Leggere Ai tempi del Boeuf sur le toit lascia in bocca l’amaro di certi liquori forti e decadenti. Non solo perché la conclusione coincide con la resa del suo compilatore al conto preciso e impietoso presentato dalla Storia – la crisi del 1929, il tracollo economico e sociale, la fine di un otium del tutto improduttivo e ormai percepito come orizzonte esistenziale odioso e parassitario – ma perché la sensazione dominante è quella del risveglio da un’ubriacatura perenne durata all’incirca un decennio. L’ingresso negli anni Trenta, anticamera di uno degli abissi più profondi dell’intera umanità e di una discesa agli inferi da cui Maurice Sachs, per primo, non sarebbe riaffiorato, pretende che le scarpe da ballo vengano definitivamente appese al chiodo, che le nuove calzature siano comode e pronte all’usura, i passi ordinati, le traiettorie imposte.

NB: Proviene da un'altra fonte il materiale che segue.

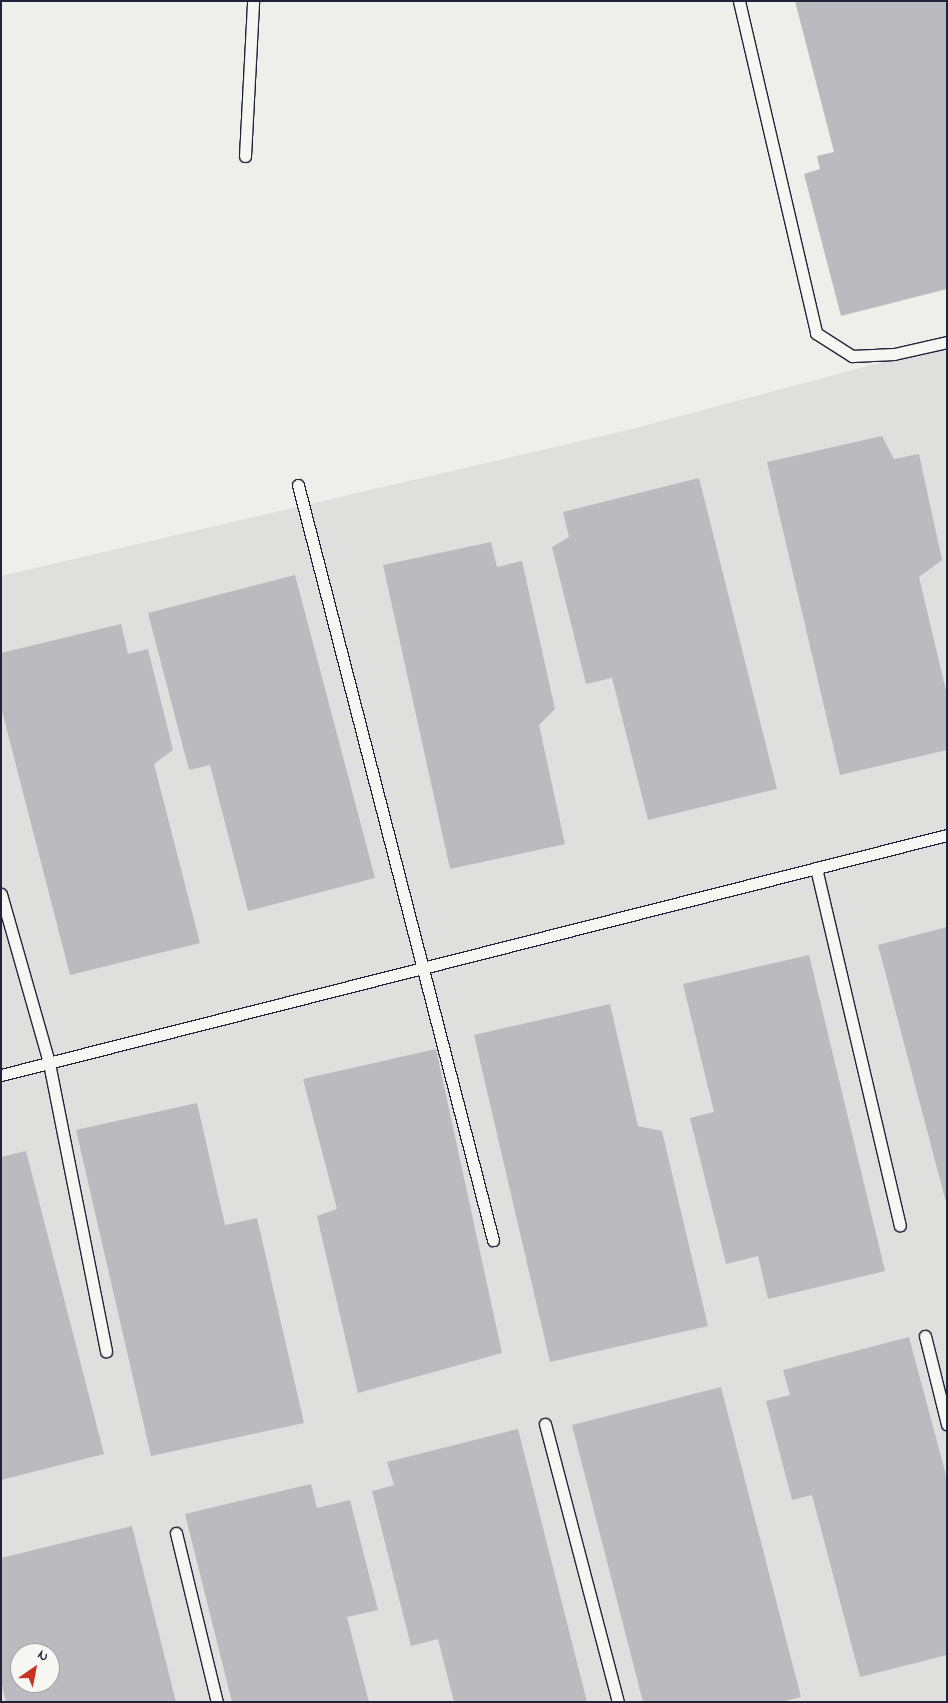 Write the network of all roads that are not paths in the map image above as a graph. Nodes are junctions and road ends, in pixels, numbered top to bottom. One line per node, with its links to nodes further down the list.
1 (253, 1): 3 (lane)
2 (739, 1): 4 (lane)
3 (245, 156)
4 (947, 342)
5 (298, 485): 9 (lane)
6 (947, 835): 7 (lane)
7 (816, 868): 9 (lane); 12 (lane)
8 (1, 894): 10 (lane)
9 (425, 967): 10 (lane); 13 (lane)
10 (49, 1063): 11 (lane); 15 (lane)
11 (1, 1075)
12 (900, 1225)
13 (493, 1240)
14 (925, 1336): 17 (lane)
15 (106, 1351)
16 (545, 1424): 20 (lane)
17 (947, 1424)
18 (176, 1533): 19 (lane)
19 (217, 1702)
20 (618, 1702) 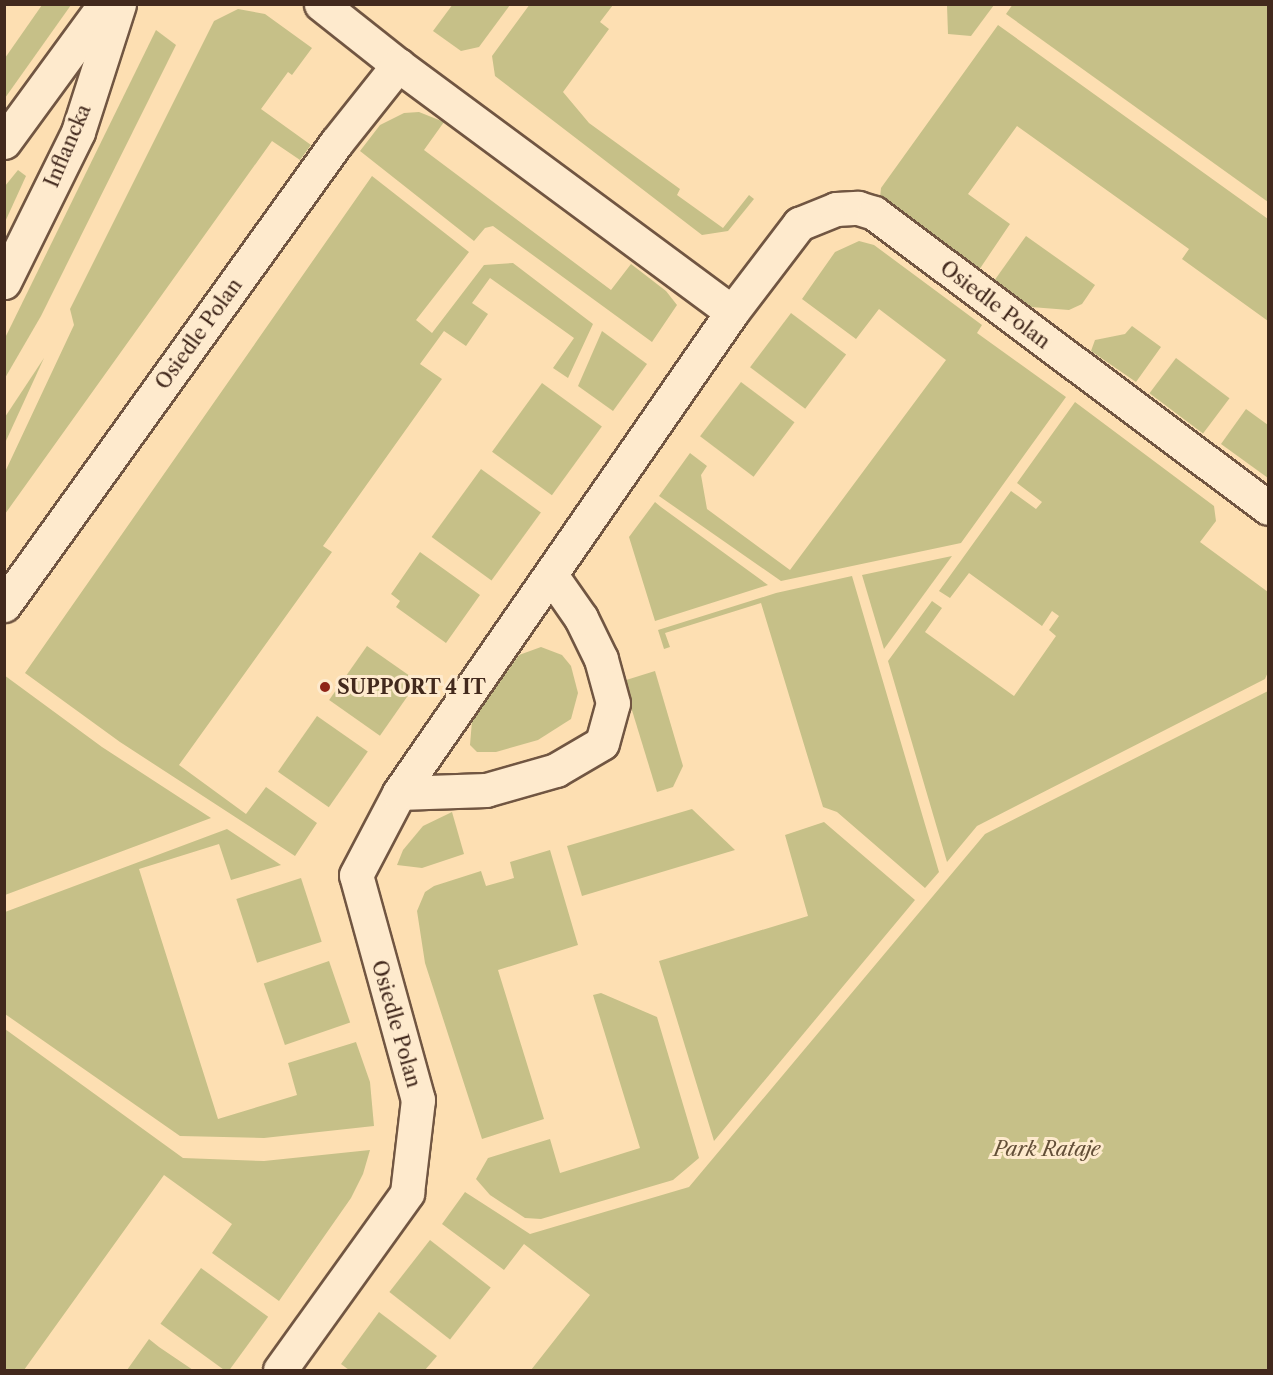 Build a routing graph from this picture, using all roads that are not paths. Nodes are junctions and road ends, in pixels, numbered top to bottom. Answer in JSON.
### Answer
{"nodes":[{"id":1,"x":105,"y":4,"type":"edge"},
{"id":2,"x":119,"y":4,"type":"edge"},
{"id":3,"x":321,"y":4,"type":"edge"},
{"id":4,"x":398,"y":65,"type":"junction"},
{"id":5,"x":4,"y":142,"type":"edge"},
{"id":6,"x":4,"y":282,"type":"edge"},
{"id":7,"x":732,"y":312,"type":"junction"},
{"id":8,"x":1269,"y":508,"type":"edge"},
{"id":9,"x":551,"y":575,"type":"junction"},
{"id":10,"x":4,"y":605,"type":"edge"},
{"id":11,"x":399,"y":793,"type":"junction"},
{"id":12,"x":280,"y":1371,"type":"edge"}],
"edges":[{"from":1,"to":5,"type":"street"},
{"from":2,"to":6,"type":"street","name":"Inflancka"},
{"from":3,"to":4,"type":"street"},
{"from":4,"to":7,"type":"street"},
{"from":4,"to":10,"type":"street","name":"Osiedle Polan"},
{"from":7,"to":8,"type":"street","name":"Osiedle Polan"},
{"from":7,"to":9,"type":"street","name":"Osiedle Polan"},
{"from":9,"to":11,"type":"street","name":"Osiedle Polan"},
{"from":9,"to":11,"type":"street"},
{"from":11,"to":12,"type":"street","name":"Osiedle Polan"}]}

Si chiude il libro con la stessa sensazione di quando si riaccendono le luci di sala di un cinema, di un teatro, di una dancing hall: insieme a Maurice Sachs abbiamo conosciuto la dolcezza del vivere fino alla stucchevolezza, e conclusa l’ultima pagina e constatato l'addio che il narratore dice "al lusso, al superfluo e a se stesso", siamo chiamati ad accettare il fatto che le carezze sul palato, da questo momento in poi, saranno solo un ricordo (certo soavissimo) di avventatezza e gioventù.